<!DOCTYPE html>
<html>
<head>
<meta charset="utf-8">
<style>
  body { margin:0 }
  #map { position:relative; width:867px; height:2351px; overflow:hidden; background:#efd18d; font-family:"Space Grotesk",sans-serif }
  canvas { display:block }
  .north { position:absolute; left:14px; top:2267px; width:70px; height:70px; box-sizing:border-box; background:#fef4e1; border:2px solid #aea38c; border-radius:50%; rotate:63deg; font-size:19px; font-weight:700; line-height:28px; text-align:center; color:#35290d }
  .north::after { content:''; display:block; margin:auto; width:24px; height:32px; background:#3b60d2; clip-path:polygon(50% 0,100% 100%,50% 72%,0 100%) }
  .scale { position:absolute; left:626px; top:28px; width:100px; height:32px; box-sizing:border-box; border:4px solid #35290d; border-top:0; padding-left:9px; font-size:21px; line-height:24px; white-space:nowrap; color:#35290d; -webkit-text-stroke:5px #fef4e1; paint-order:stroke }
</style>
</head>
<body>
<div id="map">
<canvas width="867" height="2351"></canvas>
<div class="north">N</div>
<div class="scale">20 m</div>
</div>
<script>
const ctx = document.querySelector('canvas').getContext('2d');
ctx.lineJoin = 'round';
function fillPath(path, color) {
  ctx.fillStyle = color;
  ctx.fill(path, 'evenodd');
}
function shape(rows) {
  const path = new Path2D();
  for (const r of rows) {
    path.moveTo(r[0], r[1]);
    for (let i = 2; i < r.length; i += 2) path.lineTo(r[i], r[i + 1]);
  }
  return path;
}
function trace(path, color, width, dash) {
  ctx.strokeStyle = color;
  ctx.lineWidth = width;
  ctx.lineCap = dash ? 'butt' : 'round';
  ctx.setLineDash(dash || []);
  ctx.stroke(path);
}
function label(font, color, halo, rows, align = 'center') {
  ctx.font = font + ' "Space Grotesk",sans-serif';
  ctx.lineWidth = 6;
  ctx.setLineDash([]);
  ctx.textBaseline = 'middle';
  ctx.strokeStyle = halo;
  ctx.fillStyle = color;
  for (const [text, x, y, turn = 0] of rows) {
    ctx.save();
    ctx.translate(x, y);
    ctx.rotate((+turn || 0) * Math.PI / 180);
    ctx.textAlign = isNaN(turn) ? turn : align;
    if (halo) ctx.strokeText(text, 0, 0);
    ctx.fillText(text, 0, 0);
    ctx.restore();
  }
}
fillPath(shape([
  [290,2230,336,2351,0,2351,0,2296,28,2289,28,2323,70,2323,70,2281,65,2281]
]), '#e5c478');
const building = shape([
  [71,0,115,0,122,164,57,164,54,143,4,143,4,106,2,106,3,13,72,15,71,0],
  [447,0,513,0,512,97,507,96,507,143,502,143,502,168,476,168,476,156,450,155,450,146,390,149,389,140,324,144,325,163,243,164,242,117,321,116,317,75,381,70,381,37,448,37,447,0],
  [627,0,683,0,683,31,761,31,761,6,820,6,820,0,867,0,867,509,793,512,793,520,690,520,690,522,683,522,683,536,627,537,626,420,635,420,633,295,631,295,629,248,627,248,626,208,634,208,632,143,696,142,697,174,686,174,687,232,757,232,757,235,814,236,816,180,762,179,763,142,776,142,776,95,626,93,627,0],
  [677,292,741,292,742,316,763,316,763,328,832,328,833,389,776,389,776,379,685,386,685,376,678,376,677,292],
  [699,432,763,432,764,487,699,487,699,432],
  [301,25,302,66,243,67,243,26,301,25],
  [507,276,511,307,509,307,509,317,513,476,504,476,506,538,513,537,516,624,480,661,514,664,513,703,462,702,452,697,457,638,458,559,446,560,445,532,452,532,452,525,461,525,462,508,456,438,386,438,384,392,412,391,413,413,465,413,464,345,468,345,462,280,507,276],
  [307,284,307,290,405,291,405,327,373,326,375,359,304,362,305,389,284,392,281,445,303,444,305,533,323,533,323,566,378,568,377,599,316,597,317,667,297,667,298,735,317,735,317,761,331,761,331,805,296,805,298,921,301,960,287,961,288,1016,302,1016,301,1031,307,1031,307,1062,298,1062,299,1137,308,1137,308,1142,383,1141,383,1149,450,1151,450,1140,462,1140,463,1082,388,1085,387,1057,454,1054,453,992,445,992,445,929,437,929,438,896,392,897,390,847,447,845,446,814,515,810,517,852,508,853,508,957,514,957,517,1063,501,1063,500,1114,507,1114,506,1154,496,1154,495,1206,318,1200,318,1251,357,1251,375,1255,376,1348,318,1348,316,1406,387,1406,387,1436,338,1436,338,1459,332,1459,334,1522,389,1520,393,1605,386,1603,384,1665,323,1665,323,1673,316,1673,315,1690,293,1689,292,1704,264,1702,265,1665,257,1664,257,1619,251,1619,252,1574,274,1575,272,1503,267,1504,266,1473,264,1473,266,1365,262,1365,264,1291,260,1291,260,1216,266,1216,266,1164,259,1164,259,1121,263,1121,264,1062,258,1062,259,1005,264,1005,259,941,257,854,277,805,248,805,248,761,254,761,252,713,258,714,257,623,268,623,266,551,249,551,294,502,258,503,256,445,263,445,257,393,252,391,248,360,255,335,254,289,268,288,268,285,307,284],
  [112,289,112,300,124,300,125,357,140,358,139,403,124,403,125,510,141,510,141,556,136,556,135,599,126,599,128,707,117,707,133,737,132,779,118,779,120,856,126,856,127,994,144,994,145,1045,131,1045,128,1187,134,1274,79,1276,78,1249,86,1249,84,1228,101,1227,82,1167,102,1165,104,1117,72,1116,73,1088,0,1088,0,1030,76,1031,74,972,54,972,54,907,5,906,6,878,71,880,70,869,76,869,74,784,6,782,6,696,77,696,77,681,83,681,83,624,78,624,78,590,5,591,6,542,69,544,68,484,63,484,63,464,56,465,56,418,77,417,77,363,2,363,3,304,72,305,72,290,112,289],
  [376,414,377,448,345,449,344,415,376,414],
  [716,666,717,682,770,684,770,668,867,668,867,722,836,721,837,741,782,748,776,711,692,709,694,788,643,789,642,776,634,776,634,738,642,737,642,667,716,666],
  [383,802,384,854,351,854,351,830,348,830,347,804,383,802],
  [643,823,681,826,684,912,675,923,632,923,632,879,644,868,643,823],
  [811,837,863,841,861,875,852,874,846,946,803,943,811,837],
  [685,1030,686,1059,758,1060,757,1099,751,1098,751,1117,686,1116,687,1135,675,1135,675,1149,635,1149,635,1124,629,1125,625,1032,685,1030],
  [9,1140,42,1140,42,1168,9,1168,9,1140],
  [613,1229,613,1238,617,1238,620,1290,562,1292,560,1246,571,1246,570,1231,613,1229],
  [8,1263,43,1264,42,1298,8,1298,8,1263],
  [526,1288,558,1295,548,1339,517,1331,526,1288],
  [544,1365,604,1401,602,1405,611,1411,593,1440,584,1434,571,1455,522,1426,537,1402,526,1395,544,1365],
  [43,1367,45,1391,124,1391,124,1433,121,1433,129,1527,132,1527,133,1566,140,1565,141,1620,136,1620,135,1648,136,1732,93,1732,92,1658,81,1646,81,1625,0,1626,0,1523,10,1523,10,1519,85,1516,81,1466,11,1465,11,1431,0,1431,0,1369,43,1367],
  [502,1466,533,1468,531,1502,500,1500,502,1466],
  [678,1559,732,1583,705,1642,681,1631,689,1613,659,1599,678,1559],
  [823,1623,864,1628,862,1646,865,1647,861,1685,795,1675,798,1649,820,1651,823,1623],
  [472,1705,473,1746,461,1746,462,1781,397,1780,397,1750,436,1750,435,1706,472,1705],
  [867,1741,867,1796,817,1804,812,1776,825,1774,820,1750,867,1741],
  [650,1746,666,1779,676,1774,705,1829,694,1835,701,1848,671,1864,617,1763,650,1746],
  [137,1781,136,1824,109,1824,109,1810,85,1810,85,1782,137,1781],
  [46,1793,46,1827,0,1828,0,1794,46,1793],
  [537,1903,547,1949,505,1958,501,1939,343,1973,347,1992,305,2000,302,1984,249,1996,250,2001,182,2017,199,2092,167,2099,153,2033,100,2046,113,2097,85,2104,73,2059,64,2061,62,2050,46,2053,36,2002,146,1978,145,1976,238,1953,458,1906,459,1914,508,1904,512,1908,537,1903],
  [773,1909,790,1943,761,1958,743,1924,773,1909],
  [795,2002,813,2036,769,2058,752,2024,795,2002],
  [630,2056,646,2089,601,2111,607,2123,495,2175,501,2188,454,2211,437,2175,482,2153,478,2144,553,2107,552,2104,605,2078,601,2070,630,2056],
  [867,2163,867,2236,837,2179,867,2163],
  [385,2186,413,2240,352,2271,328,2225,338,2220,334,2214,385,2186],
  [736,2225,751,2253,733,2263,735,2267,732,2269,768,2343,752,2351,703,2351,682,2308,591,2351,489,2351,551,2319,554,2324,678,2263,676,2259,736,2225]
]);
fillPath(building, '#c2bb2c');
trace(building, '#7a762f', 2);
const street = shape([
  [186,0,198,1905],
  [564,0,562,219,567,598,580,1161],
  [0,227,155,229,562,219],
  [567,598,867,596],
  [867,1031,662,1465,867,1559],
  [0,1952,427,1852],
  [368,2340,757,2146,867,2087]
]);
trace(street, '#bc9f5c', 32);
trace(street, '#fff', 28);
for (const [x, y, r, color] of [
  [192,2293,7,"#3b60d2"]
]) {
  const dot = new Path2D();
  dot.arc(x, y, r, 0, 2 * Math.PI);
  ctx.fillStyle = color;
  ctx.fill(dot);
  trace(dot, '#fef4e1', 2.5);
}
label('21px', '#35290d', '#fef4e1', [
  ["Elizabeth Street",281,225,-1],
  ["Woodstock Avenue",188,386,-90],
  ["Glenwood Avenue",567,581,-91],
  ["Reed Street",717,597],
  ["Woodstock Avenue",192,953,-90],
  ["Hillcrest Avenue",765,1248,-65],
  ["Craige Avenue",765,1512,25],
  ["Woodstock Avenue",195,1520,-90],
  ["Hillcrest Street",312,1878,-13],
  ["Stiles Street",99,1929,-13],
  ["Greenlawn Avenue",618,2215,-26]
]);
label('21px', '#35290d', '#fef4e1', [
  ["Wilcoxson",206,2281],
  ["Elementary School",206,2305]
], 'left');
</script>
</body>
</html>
=====
Return exactly, and only, the lines from the start of the listing through the line with "path.moveTo(r[0], r[1]);".

<!DOCTYPE html>
<html>
<head>
<meta charset="utf-8">
<style>
  body { margin:0 }
  #map { position:relative; width:867px; height:2351px; overflow:hidden; background:#efd18d; font-family:"Space Grotesk",sans-serif }
  canvas { display:block }
  .north { position:absolute; left:14px; top:2267px; width:70px; height:70px; box-sizing:border-box; background:#fef4e1; border:2px solid #aea38c; border-radius:50%; rotate:63deg; font-size:19px; font-weight:700; line-height:28px; text-align:center; color:#35290d }
  .north::after { content:''; display:block; margin:auto; width:24px; height:32px; background:#3b60d2; clip-path:polygon(50% 0,100% 100%,50% 72%,0 100%) }
  .scale { position:absolute; left:626px; top:28px; width:100px; height:32px; box-sizing:border-box; border:4px solid #35290d; border-top:0; padding-left:9px; font-size:21px; line-height:24px; white-space:nowrap; color:#35290d; -webkit-text-stroke:5px #fef4e1; paint-order:stroke }
</style>
</head>
<body>
<div id="map">
<canvas width="867" height="2351"></canvas>
<div class="north">N</div>
<div class="scale">20 m</div>
</div>
<script>
const ctx = document.querySelector('canvas').getContext('2d');
ctx.lineJoin = 'round';
function fillPath(path, color) {
  ctx.fillStyle = color;
  ctx.fill(path, 'evenodd');
}
function shape(rows) {
  const path = new Path2D();
  for (const r of rows) {
    path.moveTo(r[0], r[1]);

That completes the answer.